The project is aimed at using biological systems to clean water from oil and natural gas production that then can be used in sectors such as agriculture and energy production.

The researchers said that drilling a single oil or natural gas well with hydraulic fracturing techniques requires between 1.5 to 16 million gallons of water. When the well starts flowing, the fluid that is brought back to the surface along with the oil or gas, and is a combination of injection fluid and brine from aquifers. The mixture is known as produced water and may contain hydrocarbons, harsh salts and industrial chemicals. Most produced water is injected into disposal wells after it is collected; less than 1% of the produced water that is generated each year is reused.

The researchers are looking to microbes for help in cleaning water. Scientists already have shown the potential of using microbial communities to remove excess phosphorus and nitrogen from wastewater.

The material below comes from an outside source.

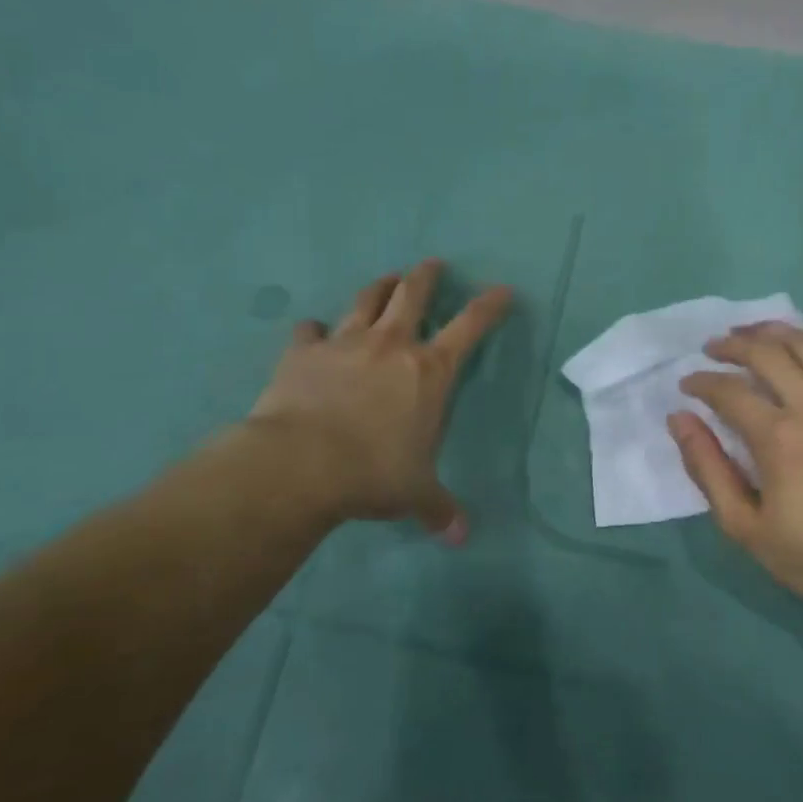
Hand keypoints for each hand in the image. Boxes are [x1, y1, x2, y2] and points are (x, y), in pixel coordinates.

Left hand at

Microbes also have been used to remove toxic plastic contaminants from water used at manufacturing plants.

The process for microbiological water treatment is straightforward, at least in theory, the researchers said. A first step is to figure out what microbes will break down the contaminants and grow them in a container, called a bioreactor. By adding wastewater, one or more species will metabolize the toxic compounds into different molecules. These, in turn, are consumed by a new set of species, and so on.

The cycle continues, ideally until only byproducts such as water, nitrogen gas and carbon dioxide remain. After running through a filtration and disinfection system, the water can be reintroduced into watersheds or used for industrial applications.

Because the technique depends on combining many microbial species with specific metabolic abilities, each type of wastewater requires a unique microbial recipe. Finding the correct recipe can be time-intensive, the researchers said.

Labor intensive

Most of the sewage-treating microbial communities, known as sludge microbiomes, in use today were put together through labor-intensive trial-and-error experiments that involved taking samples of microbes that occurred naturally in sewage, culturing them in various mixtures in tanks and waiting until an effective and stable group emerged.

A bioreactor at the Colorado School of Mines. Credit: James RosenblumA bioreactor at the Colorado School of Mines. Credit: James RosenblumUnder a grant from the National Science Foundation, a group based at the Colorado School of Mines has spent the last several years working to acclimate microbes taken from both a sludge microbiome and several natural, extreme environments. They already have shown in small-scale experiments that some microbes are capable of adapting their metabolism and physiology to feed on produced water and survive in water that could kill most organisms.

However, the microbe community needs fine-tuning to be efficient, and the group saw an opportunity to work with scientists with genomic expertise to expedite and enhance the microbes’ evolution.

48 hours

The researchers' end goal is to develop a complete treatment system that can remove the pollutants from produced water in 24 to 48 hours. The research efforts aim to figure out which microbes are the most active and dominant, and what genes or pathways they turn on and off. They can improve how well unwanted compounds degrade by enhancing the activity of those microbes in the bioreactors.

The Berkeley Lab team is using its sequencing and analysis tools to profile the genes and proteins of the Mines group’s adapted microbiomes. The scientists are also working to characterize the many different contaminants that can appear in produced water to gain a clearer idea of what metabolic capabilities the microbiomes will require. (Removing the dissolved salts in produced water, however, cannot be efficiently performed with microbes, and will require an additional desalination process during treatment.)

By 2020, the team hopes to begin cultivating the microbes within bioreactors and testing how well they treat produced water under various conditions. Once an effective microbiome is identified, the Mines group will begin designing a complete, large-scale process.

The Berkeley Lab side of the research venture is funded by the Laboratory Directed Research and Development program. The team at Mines is separately funded by the National Science Foundation and the Zoma Foundation.